Meskipun jarak memisahkan mereka, perasaan rindu yang diam-diam tumbuh dalam hati Dina tidak akan pernah pudar. Itu adalah bagian dari kisah mereka yang hanya bisa mereka pahami. Sebuah kisah yang menunggu waktu untuk berkembang, hingga akhirnya mereka bisa saling bertemu, dengan perasaan yang sudah semakin kuat.*
BERTEMU 4 KEMBALI BERTEMU
Hari itu, Dina merasa tidak seperti biasanya. Sejak pagi, perasaan aneh bercampur aduk dalam hatinya. Pagi yang cerah seolah menghadirkan kilasan-kilasan kenangan tentang Rian. Kenangan tentang tawa dan obrolan ringan yang mereka bagi beberapa bulan lalu, sebelum Rian berangkat untuk mengikuti program pertukaran pelajar. Mereka berpisah tanpa janji, namun perasaan mereka seolah tetap terhubung meski jarak memisahkan.

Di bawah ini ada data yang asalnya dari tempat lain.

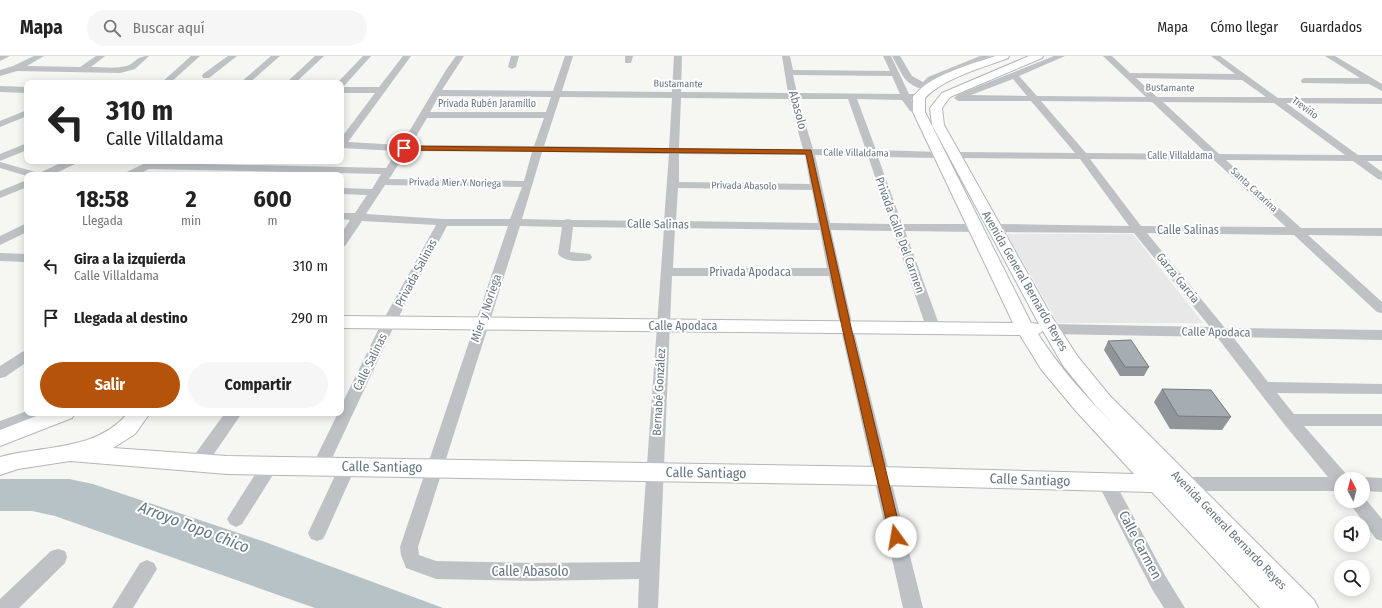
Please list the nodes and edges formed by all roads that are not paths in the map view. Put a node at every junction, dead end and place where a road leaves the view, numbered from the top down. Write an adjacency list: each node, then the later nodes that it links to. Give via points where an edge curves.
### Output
1 (6, 56): 24 (street)
2 (40, 56): 27 (street)
3 (101, 56): 28 (street)
4 (145, 56): 28 (street, via 129,69)
5 (233, 56): 25 (street)
6 (276, 56): 36 (street)
7 (320, 56): 37 (street)
8 (367, 56): 38 (street)
9 (407, 56): 45 (street)
10 (460, 56): 47 (street)
11 (515, 56): 26 (street)
12 (569, 56): 48 (street, Mier y Noriega)
13 (678, 56): 49 (street, Bernabé González)
14 (786, 56): 29 (street, Abasolo)
15 (887, 56): 31 (street)
16 (896, 56): 46 (street, via 909,78)
17 (987, 56): 46 (street, via 931,79 926,84)
18 (1004, 56): 46 (main road)
19 (1038, 56): 59 (main road, via 946,95)
20 (1061, 56): 32 (street)
21 (1107, 56): 33 (street, Santa Catarina)
22 (1215, 56): 34 (street, Treviño)
23 (1329, 56): 40 (street)
24 (0, 59)
25 (202, 67): 35 (street)
26 (512, 67)
27 (16, 68): 28 (street); 30 (street)
28 (81, 70)
29 (788, 72): 31 (street); 51 (street, Abasolo)
30 (0, 73)
31 (895, 74): 53 (street)
32 (1014, 75): 54 (street); 55 (street, Garza García)
33 (1127, 75): 34 (street); 56 (street, Santa Catarina)
34 (1244, 77): 57 (street, Treviño)
35 (172, 80)
36 (248, 80)
37 (293, 80)
38 (344, 81)
39 (1305, 81): 40 (street)
40 (1371, 81): 41 (street)
41 (1382, 88)
42 (0, 89): 43 (street)
43 (22, 90): 50 (street)
44 (344, 90): 45 (street)
45 (380, 90): 65 (street)
46 (925, 91): 53 (street, Bustamante); 60 (main road, Avenida General Bernardo Reyes)
47 (437, 93): 48 (street, Bustamante); 62 (street)
48 (556, 94): 49 (street, Bustamante); 63 (street, Mier y Noriega)
49 (677, 95): 51 (street, Bustamante); 70 (street, Bernabé González)
50 (0, 96)
51 (793, 96): 52 (street, Bustamante); 71 (street, Abasolo)
52 (852, 97): 53 (street, Bustamante); 72 (street, Privada Calle Del Carmen)
53 (906, 97): 60 (street, via 910,106)
54 (958, 98): 55 (street, Bustamante); 59 (street)
55 (1034, 99): 56 (street, Bustamante); 74 (street, Garza García)
56 (1155, 99): 57 (street, Bustamante); 75 (street, Santa Catarina)
57 (1276, 101): 58 (street, Bustamante); 77 (street, Treviño)
58 (1382, 101)
59 (939, 102): 73 (main road, Avenida General Bernardo Reyes, via 936,114)
60 (919, 112): 73 (main road, Avenida General Bernardo Reyes)
61 (24, 114): 64 (street)
62 (424, 115): 63 (street, Privada Rubén Jaramillo); 68 (street)
63 (550, 115): 69 (street, Mier y Noriega)
64 (0, 124)
65 (344, 141)
66 (344, 145): 68 (street, Calle Villaldama)
67 (24, 147): 76 (street)
68 (404, 148): 69 (street, Calle Villaldama); 84 (street)
69 (538, 149): 70 (street, Calle Villaldama); 91 (street, Mier y Noriega)
70 (674, 150): 71 (street, Calle Villaldama); 92 (street, Bernabé González)
71 (809, 152): 72 (street, Calle Villaldama); 93 (street, Abasolo)
72 (870, 153): 73 (street, Calle Villaldama); 104 (street, Privada Calle Del Carmen)
73 (947, 155): 74 (street, Calle Villaldama); 105 (main road, Avenida General Bernardo Reyes); 106 (main road, Avenida General Bernardo Reyes)
74 (1082, 155): 75 (street, Calle Villaldama); 108 (street, Garza García)
75 (1217, 156): 77 (street, Calle Villaldama); 109 (street, Santa Catarina)
76 (0, 158)
77 (1355, 158): 78 (street, Calle Villaldama); 88 (street, Treviño)
78 (1382, 158)
79 (67, 164): 86 (street)
80 (150, 164): 87 (street)
81 (175, 164): 83 (street)
82 (0, 165): 85 (street)
83 (265, 168): 84 (street)
84 (389, 171): 89 (street)
85 (25, 172)
86 (50, 172)
87 (135, 172)
88 (1382, 177)
89 (381, 182): 91 (street, Privada Mier Y Noriega); 95 (street)
90 (24, 184): 96 (street)
91 (528, 184): 100 (street, Mier y Noriega)
92 (673, 185): 93 (street, Privada Abasolo); 102 (street, Bernabé González)
93 (816, 187): 103 (street, Abasolo)
94 (344, 191): 95 (street)
95 (374, 192): 98 (street)
96 (0, 195)
97 (344, 216): 98 (street, Calle Salinas)
98 (358, 217): 99 (street, Calle Salinas); 111 (street)
99 (443, 222): 100 (street, Calle Salinas); 120 (street, Privada Salinas)
100 (515, 222): 101 (street, Calle Salinas); 121 (street, Mier y Noriega)
101 (568, 222): 102 (street, Calle Salinas); 114 (street, via 564,254)
102 (668, 224): 103 (street, Calle Salinas); 116 (street, Bernabé González)
103 (824, 227): 104 (street, Calle Salinas); 117 (street, Abasolo)
104 (897, 227): 105 (street, Calle Salinas); 124 (street, Privada Calle Del Carmen)
105 (976, 228): 125 (main road, Avenida General Bernardo Reyes)
106 (994, 228): 108 (street, Calle Salinas); 126 (main road, Avenida General Bernardo Reyes)
107 (24, 230): 112 (street)
108 (1138, 230): 109 (street, Calle Salinas); 127 (street, Garza García)
109 (1297, 230): 110 (street, Calle Salinas); 118 (street, Santa Catarina)
110 (1382, 232)
111 (344, 239)
112 (0, 241)
113 (0, 257): 115 (street)
114 (586, 257)
115 (24, 258)
116 (666, 272): 117 (street, Privada Apodaca); 122 (street, Bernabé González)
117 (834, 272): 123 (street, Abasolo)
118 (1382, 308)
119 (344, 322): 120 (main road, Calle Apodaca)
120 (388, 324): 121 (main road, Calle Apodaca); 137 (street, Calle Salinas)
121 (480, 325): 122 (main road, Calle Apodaca); 149 (street, Mier y Noriega)
122 (663, 326): 123 (main road, Calle Apodaca); 150 (street, Bernabé González)
123 (846, 327): 124 (main road, Calle Apodaca); 152 (street, Abasolo)
124 (933, 327): 125 (main road, Calle Apodaca)
125 (1025, 329): 126 (main road, Calle Apodaca); 154 (main road, Avenida General Bernardo Reyes, via 1048,364 1082,405)
126 (1050, 329): 127 (street, Calle Apodaca); 155 (main road, Avenida General Bernardo Reyes, via 1071,362 1090,385)
127 (1222, 333): 128 (street, Calle Apodaca); 131 (street, Garza García)
128 (1382, 335)
129 (24, 357): 130 (street)
130 (0, 373)
131 (1264, 387): 132 (street); 139 (street, Garza García)
132 (1382, 389)
133 (31, 416): 141 (street)
134 (57, 416): 142 (main road)
135 (137, 416): 143 (main road, via 125,430 114,437 95,447)
136 (232, 416): 144 (street)
137 (344, 416)
138 (344, 416): 147 (street, Calle Salinas)
139 (1290, 420): 140 (street); 151 (street, Garza García)
140 (1382, 420)
141 (0, 427)
142 (0, 438)
143 (72, 453): 144 (main road, Calle Santiago); 145 (main road, via 22,459)
144 (199, 462): 146 (main road, Calle Santiago)
145 (0, 466)
146 (270, 466): 147 (main road, Calle Santiago); 160 (street)
147 (320, 466): 148 (main road, Calle Santiago)
148 (348, 466): 149 (main road, Calle Santiago); 161 (street)
149 (434, 467): 150 (main road, Calle Santiago); 164 (street, Mier y Noriega, via 409,547)
150 (655, 472): 152 (main road, Calle Santiago); 166 (street, Bernabé González)
151 (1334, 472)
152 (882, 476): 153 (main road, Calle Santiago); 170 (street, Abasolo)
153 (1106, 482): 154 (main road, Calle Santiago); 171 (street, Calle Carmen)
154 (1157, 484): 155 (main road, Calle Santiago); 172 (main road, Avenida General Bernardo Reyes)
155 (1184, 484): 156 (street, Calle Santiago); 173 (main road, Avenida General Bernardo Reyes)
156 (1334, 484)
157 (1370, 484): 158 (street)
158 (1382, 484)
159 (1362, 508): 162 (street)
160 (236, 519)
161 (317, 533)
162 (1382, 533)
163 (58, 557): 167 (street)
164 (412, 562): 166 (street, Calle Abasolo, via 436,570)
165 (147, 570): 168 (street)
166 (649, 570): 169 (street, Bernabé González)
167 (5, 608)
168 (122, 608)
169 (648, 608)
170 (913, 608)
171 (1175, 608)
172 (1278, 608)
173 (1305, 608)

Sudah hampir tiga bulan Rian pergi, dan Dina merasakan sepi yang mendalam setiap kali dia menyadari bahwa hari-hari mereka tidak lagi diisi dengan percakapan ringan atau waktu bersama. Dina mulai merasa bahwa ada kekosongan yang belum bisa ia isi, meski berusaha disibukkan dengan banyak hal. Namun, tak ada yang bisa mengalahkan rasa rindu yang terus tumbuh dalam dirinya. Rian, meski jauh, masih memegang tempat yang sangat spesial di hatinya.
Pada suatu siang yang tenang, Dina mendapatkan pesan singkat yang membuat jantungnya berdegup kencang. “Dina, aku kembali. Bisakah kita bertemu?” Pesan itu berasal dari Rian. Dina terdiam sejenak, mencerna setiap kata yang tertulis di layar ponselnya. Sebuah perasaan campur aduk memenuhi pikirannya—antara kegembiraan yang tak terungkapkan dan kekhawatiran yang muncul begitu saja. Apakah semuanya akan sama seperti dulu?
Setelah sekian lama menahan perasaan, Dina merasa cemas akan perubahan yang mungkin terjadi. Meskipun mereka berdua hanya saling mengirim pesan beberapa kali, Dina merasa bahwa jarak dan waktu telah mengubah banyak hal. Ia khawatir jika pertemuan ini akan menghadirkan keraguan, atau mungkin sebuah kenyataan bahwa hubungan mereka hanya akan menjadi kenangan belaka.
Namun, keinginan untuk melihat Rian lagi jauh lebih besar daripada ketakutannya. Dina pun membalas pesan itu, “Tentu, Rian. Aku akan menunggu.”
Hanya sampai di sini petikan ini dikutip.